Le comte Hervé de Saint-Aimond ne m'avait pas entendue. Penché en avant, comme fasciné, il suivait chacun de leurs mouvements et moi, je n'avais qu'une chose à faire, m'en aller. Parce que s'il avait choisi de venir au spectacle à sept heures du matin, la maison endormie, ce n'était pas pour être surpris par quelqu’un! Et je me résignais à retourner d'où je venais, sous ma couette, quand des volets ont claqué quelque part, il s'est retourné brusquement et il m'a vue.
Ses sourcils se sont froncés. Je lui ai fait un signe d'amitié. Après avoir hésité, il a répondu: ce n'était donc pas la guerre entre nous. Je suis vite venue près de lui.
«Te voilà debout bien tôt, a-t-il dit.
Son visage s'est éclairé. «Un pied sur terre et un sur mer, en vraie normande!» Il s'est tourné vers son château. C'était son côté sévère, brique et pierre. Le petit matin l'adoucissait. Son regard l'a parcouru comme une personne et j'ai eu l'impression qu'il lui en voulait.
«Le hasard m'a fait capitaine de ce vieux vaisseau en ruine et, finalement, je lui aurai tout donné.»
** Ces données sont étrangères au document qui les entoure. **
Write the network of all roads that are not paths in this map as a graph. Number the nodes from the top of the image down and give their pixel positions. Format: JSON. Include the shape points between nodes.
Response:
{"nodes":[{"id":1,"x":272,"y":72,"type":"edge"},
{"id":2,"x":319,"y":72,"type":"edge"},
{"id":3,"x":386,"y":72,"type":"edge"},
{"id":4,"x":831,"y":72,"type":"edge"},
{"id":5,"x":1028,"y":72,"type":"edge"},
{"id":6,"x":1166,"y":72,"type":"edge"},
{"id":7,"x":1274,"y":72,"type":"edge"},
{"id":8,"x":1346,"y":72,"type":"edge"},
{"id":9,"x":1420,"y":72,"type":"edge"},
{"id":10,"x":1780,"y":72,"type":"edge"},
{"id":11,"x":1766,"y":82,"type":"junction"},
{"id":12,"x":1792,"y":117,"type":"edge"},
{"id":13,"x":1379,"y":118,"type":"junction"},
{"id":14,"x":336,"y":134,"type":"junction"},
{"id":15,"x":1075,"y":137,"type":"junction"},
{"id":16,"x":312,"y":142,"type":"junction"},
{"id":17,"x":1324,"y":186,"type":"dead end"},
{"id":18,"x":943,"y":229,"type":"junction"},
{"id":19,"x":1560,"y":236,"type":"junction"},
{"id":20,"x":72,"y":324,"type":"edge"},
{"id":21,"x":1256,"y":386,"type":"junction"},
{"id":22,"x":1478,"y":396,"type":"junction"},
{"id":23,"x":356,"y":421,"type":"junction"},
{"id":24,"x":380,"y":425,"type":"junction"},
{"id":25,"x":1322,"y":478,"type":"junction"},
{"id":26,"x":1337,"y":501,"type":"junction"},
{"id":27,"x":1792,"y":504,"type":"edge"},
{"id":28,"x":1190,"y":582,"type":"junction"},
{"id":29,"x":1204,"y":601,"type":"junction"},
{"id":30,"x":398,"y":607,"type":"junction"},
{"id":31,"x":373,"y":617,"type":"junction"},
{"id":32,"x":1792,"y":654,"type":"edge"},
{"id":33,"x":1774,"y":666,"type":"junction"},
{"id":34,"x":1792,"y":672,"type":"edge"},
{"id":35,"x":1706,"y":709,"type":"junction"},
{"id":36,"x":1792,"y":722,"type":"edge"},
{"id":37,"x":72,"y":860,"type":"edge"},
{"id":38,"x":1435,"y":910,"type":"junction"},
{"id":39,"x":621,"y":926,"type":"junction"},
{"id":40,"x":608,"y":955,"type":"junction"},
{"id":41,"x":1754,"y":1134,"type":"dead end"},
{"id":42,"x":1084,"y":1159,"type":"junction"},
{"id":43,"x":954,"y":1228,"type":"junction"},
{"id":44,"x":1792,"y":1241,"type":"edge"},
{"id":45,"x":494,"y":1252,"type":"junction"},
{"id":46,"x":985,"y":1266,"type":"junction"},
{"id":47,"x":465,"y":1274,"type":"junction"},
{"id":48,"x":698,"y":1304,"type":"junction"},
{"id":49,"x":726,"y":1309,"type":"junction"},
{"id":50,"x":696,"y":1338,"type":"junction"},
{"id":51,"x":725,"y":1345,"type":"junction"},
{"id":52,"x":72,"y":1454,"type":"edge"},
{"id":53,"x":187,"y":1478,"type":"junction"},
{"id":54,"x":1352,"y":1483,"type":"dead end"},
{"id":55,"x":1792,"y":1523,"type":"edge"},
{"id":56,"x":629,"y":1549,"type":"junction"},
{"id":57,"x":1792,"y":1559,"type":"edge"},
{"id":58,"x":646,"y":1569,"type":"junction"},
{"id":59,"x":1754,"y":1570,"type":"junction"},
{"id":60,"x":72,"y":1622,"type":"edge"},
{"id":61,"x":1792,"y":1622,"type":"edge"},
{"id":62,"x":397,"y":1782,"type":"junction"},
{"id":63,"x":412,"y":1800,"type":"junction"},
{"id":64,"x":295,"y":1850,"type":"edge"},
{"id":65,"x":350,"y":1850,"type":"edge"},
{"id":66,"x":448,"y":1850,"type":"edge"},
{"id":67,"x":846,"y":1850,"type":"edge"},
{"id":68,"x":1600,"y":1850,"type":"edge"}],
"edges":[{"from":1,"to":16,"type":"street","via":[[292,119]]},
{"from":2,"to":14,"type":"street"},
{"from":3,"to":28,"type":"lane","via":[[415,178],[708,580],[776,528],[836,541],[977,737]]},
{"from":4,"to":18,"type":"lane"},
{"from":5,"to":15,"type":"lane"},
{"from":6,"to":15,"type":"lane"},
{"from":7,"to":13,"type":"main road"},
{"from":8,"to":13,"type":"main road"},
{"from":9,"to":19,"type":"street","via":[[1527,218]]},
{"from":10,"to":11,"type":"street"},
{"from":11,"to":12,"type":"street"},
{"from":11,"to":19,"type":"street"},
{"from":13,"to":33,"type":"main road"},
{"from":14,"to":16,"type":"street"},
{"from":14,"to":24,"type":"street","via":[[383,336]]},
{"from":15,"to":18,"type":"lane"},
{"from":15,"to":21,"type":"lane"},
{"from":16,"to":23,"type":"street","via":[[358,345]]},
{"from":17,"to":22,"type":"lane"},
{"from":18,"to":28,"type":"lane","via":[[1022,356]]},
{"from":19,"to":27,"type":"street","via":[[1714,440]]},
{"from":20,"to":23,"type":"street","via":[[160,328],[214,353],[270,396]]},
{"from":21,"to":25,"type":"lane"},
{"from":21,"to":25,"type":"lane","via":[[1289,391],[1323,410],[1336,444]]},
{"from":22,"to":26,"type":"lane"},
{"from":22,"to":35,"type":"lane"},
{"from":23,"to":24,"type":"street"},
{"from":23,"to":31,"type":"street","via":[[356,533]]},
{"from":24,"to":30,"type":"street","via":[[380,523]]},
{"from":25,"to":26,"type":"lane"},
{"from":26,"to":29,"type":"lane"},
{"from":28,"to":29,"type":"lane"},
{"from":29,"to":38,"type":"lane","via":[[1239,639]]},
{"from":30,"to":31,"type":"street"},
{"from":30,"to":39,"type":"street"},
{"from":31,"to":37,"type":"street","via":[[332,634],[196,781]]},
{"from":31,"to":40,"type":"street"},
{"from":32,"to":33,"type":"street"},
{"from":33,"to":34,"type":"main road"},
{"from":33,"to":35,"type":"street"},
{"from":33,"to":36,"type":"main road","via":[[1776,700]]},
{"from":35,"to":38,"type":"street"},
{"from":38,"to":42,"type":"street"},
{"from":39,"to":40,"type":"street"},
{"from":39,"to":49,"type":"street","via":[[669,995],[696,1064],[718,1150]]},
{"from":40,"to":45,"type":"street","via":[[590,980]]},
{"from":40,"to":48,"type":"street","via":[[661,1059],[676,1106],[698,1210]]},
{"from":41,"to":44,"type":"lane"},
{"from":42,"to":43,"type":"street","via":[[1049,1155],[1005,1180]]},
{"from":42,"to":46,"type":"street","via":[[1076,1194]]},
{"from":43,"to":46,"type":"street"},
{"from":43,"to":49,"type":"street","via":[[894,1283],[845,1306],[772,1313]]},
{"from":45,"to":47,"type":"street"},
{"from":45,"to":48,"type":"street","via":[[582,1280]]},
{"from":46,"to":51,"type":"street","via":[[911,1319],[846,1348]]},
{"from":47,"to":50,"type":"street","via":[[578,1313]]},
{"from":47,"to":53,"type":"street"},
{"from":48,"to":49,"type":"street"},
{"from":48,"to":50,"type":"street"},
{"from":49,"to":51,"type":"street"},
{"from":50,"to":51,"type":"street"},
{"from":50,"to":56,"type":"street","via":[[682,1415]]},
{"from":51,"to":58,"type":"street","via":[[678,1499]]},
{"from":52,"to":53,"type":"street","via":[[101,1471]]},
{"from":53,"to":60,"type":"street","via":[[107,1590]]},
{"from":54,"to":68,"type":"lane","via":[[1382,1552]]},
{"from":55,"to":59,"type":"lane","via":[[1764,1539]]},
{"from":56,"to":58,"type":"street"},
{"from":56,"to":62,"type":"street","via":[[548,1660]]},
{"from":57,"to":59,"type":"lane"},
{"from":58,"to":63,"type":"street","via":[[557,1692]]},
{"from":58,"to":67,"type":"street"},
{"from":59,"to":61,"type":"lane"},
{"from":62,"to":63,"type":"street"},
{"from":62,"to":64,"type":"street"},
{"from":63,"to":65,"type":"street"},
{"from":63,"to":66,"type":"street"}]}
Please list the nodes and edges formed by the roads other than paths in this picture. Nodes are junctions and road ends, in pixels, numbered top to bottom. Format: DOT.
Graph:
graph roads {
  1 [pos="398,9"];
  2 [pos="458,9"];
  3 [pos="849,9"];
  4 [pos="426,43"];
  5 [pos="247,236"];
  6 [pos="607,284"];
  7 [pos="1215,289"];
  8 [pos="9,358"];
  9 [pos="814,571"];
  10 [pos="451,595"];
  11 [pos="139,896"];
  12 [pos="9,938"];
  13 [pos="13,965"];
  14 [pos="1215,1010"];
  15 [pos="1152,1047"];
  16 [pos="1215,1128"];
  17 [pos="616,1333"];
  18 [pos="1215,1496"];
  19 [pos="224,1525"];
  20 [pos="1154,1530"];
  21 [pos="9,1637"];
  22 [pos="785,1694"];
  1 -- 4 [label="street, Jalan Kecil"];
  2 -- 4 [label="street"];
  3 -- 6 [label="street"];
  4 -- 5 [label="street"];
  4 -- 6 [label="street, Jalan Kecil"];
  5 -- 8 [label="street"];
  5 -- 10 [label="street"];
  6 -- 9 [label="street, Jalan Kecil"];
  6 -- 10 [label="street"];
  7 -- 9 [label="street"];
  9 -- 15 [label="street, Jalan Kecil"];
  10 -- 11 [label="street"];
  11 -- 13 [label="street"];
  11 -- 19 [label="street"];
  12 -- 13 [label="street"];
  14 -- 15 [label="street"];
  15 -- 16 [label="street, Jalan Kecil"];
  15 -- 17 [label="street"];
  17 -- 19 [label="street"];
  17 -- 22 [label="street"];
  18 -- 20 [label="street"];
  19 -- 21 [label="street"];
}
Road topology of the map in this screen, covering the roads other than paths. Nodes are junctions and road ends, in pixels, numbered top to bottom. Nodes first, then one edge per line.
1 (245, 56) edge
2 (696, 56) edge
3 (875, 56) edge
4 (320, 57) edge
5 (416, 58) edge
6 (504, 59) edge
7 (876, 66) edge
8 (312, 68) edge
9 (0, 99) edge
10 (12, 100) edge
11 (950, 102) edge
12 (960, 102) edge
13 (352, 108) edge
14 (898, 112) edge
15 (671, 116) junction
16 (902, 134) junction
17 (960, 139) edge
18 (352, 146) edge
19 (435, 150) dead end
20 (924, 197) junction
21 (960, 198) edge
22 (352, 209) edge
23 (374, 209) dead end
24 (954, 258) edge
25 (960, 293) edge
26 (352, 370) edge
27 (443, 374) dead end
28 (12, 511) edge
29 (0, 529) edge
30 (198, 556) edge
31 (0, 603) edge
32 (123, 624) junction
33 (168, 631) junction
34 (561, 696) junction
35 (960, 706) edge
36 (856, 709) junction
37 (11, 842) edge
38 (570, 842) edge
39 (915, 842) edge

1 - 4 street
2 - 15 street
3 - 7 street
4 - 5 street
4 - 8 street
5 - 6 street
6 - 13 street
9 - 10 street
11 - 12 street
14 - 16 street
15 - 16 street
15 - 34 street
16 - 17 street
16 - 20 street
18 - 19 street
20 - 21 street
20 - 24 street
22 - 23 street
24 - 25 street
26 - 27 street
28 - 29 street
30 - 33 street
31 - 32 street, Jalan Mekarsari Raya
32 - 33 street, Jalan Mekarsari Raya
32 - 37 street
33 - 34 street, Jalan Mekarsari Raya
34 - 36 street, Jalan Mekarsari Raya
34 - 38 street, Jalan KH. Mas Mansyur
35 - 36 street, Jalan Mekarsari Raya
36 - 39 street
Je me suis accoudée à la barrière, près de lui. «Es-tu descendue jusqu'à la rivière? Pour toi qui aimes à gagner du temps, ce serait une fameuse occasion. Nous sommes passés sous la barrière. J'avais déjà vu cette rivière avec mes sœurs mais je ne le lui ai pas dit, parce que lorsqu'on fait découvrir à quelqu'un le paysage qu'on aime, un moment il redevient neuf, on en est fier comme si on l'avait créé, on se sent des raisons de vivre.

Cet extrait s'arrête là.